- TASK:
Below are some entries; state how many of their lines include the word "Skagit" and give no more than that number.

==== LISTED ENTRIES

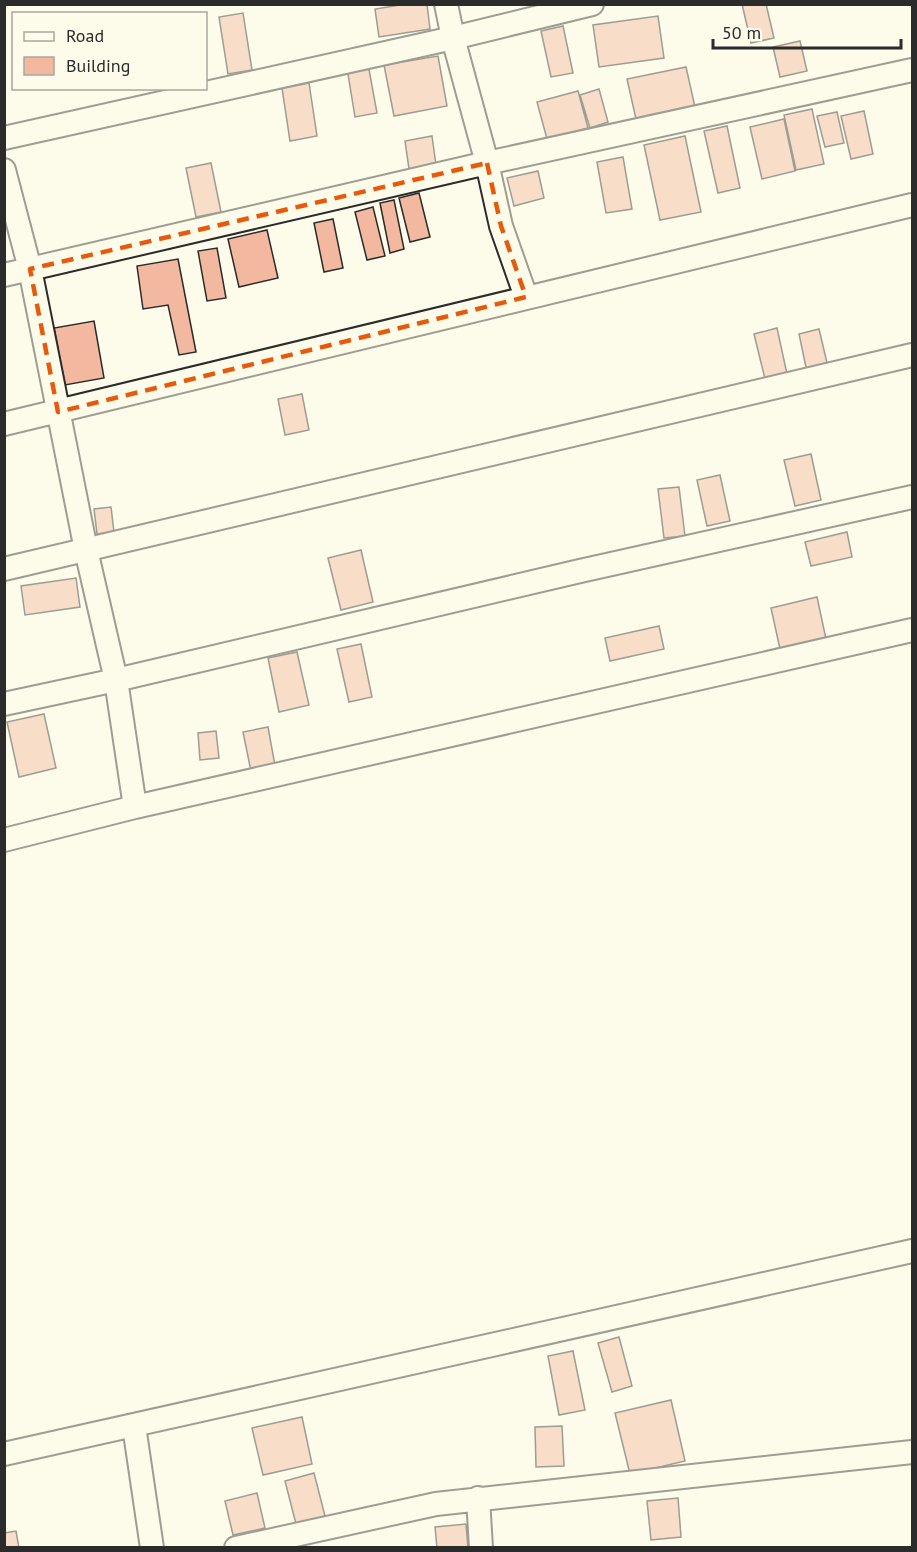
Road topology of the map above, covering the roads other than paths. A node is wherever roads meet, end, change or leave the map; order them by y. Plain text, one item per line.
1 (446, 4) edge
2 (592, 4) edge
3 (453, 38) junction
4 (912, 70) edge
5 (4, 138) edge
6 (487, 164) junction
7 (4, 170) edge
8 (912, 205) edge
9 (30, 268) junction
10 (4, 275) edge
11 (526, 297) junction
12 (912, 355) edge
13 (58, 412) junction
14 (4, 424) edge
15 (912, 497) edge
16 (86, 550) junction
17 (4, 569) edge
18 (912, 630) edge
19 (116, 680) junction
20 (4, 704) edge
21 (135, 807) junction
22 (4, 840) edge
23 (912, 1251) edge
24 (134, 1426) junction
25 (912, 1452) edge
26 (4, 1454) edge
27 (478, 1498) junction
28 (152, 1548) edge
29 (236, 1548) edge
30 (481, 1548) edge

1 - 3 street
2 - 3 street
3 - 5 street
3 - 6 street
4 - 6 street
6 - 9 street
6 - 11 street
7 - 9 street
8 - 11 street
9 - 10 street
9 - 13 street
11 - 13 street
12 - 16 street
13 - 14 street
13 - 16 street
15 - 19 street
16 - 17 street
16 - 19 street
18 - 21 street
19 - 20 street
19 - 21 street
21 - 22 street
23 - 24 street
24 - 26 street
24 - 28 street
25 - 27 street
27 - 29 street
27 - 30 street

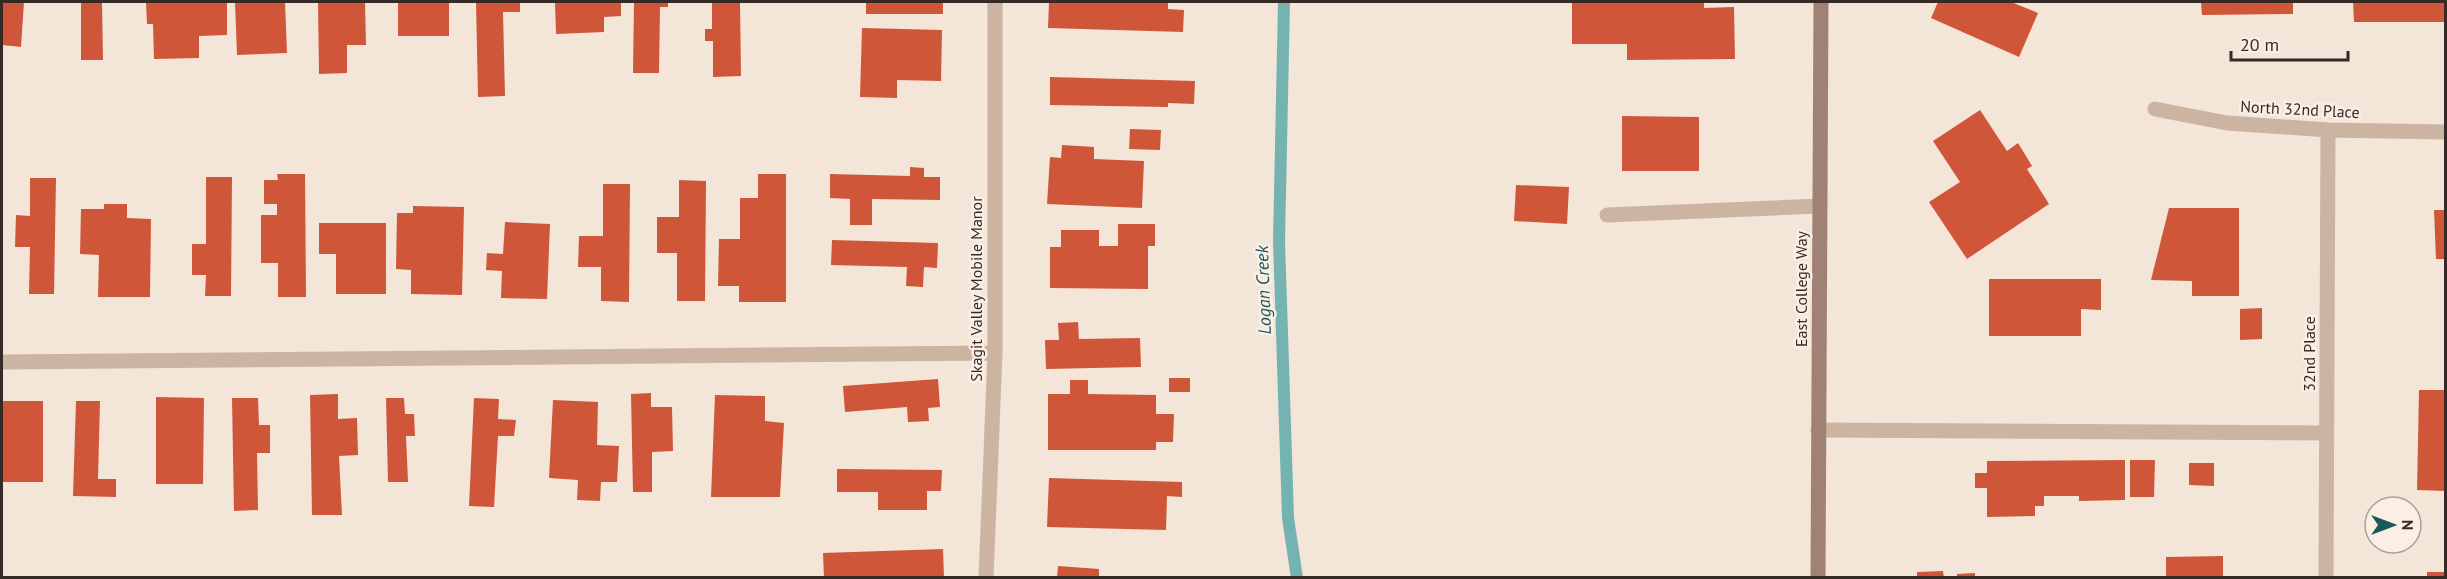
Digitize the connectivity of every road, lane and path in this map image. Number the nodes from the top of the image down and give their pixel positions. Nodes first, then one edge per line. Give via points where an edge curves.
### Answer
1 (994, 2) edge
2 (1821, 2) edge
3 (2155, 110) dead end
4 (2328, 130) junction
5 (2445, 132) edge
6 (1820, 206) junction
7 (1607, 215) dead end
8 (994, 353) junction
9 (2, 362) edge
10 (1818, 430) junction
11 (2326, 433) junction
12 (986, 578) edge
13 (1818, 578) edge
14 (2326, 578) edge

1 - 8 street, Skagit Valley Mobile Manor
2 - 6 main road, East College Way
3 - 4 street, North 32nd Place via 2227,123
4 - 5 street, North 32nd Place
4 - 11 street, 32nd Place
6 - 7 street
6 - 10 main road, East College Way
8 - 9 street
8 - 12 street, Skagit Valley Mobile Manor
10 - 11 street
10 - 13 main road, East College Way
11 - 14 street, 32nd Place

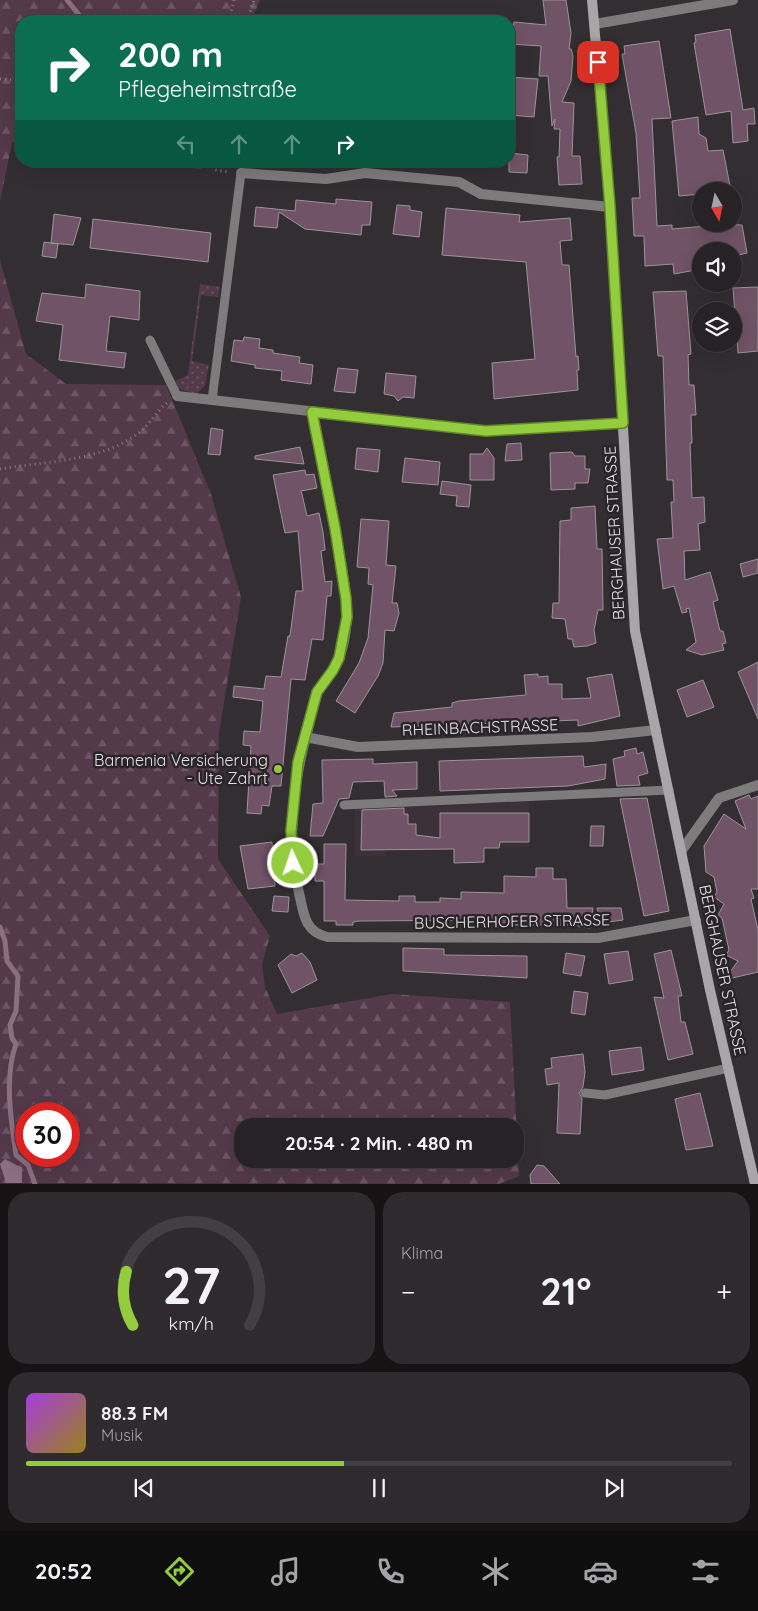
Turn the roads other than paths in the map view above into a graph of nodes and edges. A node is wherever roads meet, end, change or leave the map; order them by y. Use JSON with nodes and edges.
{"nodes":[{"id":1,"x":592,"y":0,"type":"edge"},
{"id":2,"x":732,"y":0,"type":"edge"},
{"id":3,"x":595,"y":24,"type":"junction"},
{"id":4,"x":241,"y":172,"type":"joint"},
{"id":5,"x":610,"y":207,"type":"junction"},
{"id":6,"x":150,"y":340,"type":"dead end"},
{"id":7,"x":177,"y":396,"type":"joint"},
{"id":8,"x":212,"y":400,"type":"junction"},
{"id":9,"x":312,"y":412,"type":"junction"},
{"id":10,"x":623,"y":423,"type":"junction"},
{"id":11,"x":656,"y":730,"type":"junction"},
{"id":12,"x":305,"y":738,"type":"junction"},
{"id":13,"x":758,"y":785,"type":"edge"},
{"id":14,"x":669,"y":790,"type":"junction"},
{"id":15,"x":344,"y":805,"type":"dead end"},
{"id":16,"x":682,"y":850,"type":"junction"},
{"id":17,"x":696,"y":920,"type":"junction"},
{"id":18,"x":729,"y":1068,"type":"junction"},
{"id":19,"x":586,"y":1093,"type":"dead end"},
{"id":20,"x":755,"y":1184,"type":"edge"}],
"edges":[{"from":1,"to":3,"type":"street","name":"BERGHAUSER STRASSE"},
{"from":2,"to":3,"type":"street"},
{"from":3,"to":5,"type":"street","name":"BERGHAUSER STRASSE"},
{"from":4,"to":5,"type":"street"},
{"from":4,"to":8,"type":"lane"},
{"from":5,"to":10,"type":"street","name":"BERGHAUSER STRASSE"},
{"from":6,"to":7,"type":"lane"},
{"from":7,"to":8,"type":"street"},
{"from":8,"to":9,"type":"street"},
{"from":9,"to":10,"type":"street"},
{"from":9,"to":12,"type":"street"},
{"from":10,"to":11,"type":"street","name":"BERGHAUSER STRASSE"},
{"from":11,"to":12,"type":"street","name":"RHEINBACHSTRASSE"},
{"from":11,"to":14,"type":"street","name":"BERGHAUSER STRASSE"},
{"from":12,"to":17,"type":"street","name":"BUSCHERHOFER STRASSE"},
{"from":13,"to":16,"type":"street"},
{"from":14,"to":15,"type":"lane"},
{"from":14,"to":16,"type":"street","name":"BERGHAUSER STRASSE"},
{"from":16,"to":17,"type":"street","name":"BERGHAUSER STRASSE"},
{"from":17,"to":18,"type":"street","name":"BERGHAUSER STRASSE"},
{"from":18,"to":19,"type":"lane"},
{"from":18,"to":20,"type":"street","name":"BERGHAUSER STRASSE"}]}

========

- FINISHED TASK:
2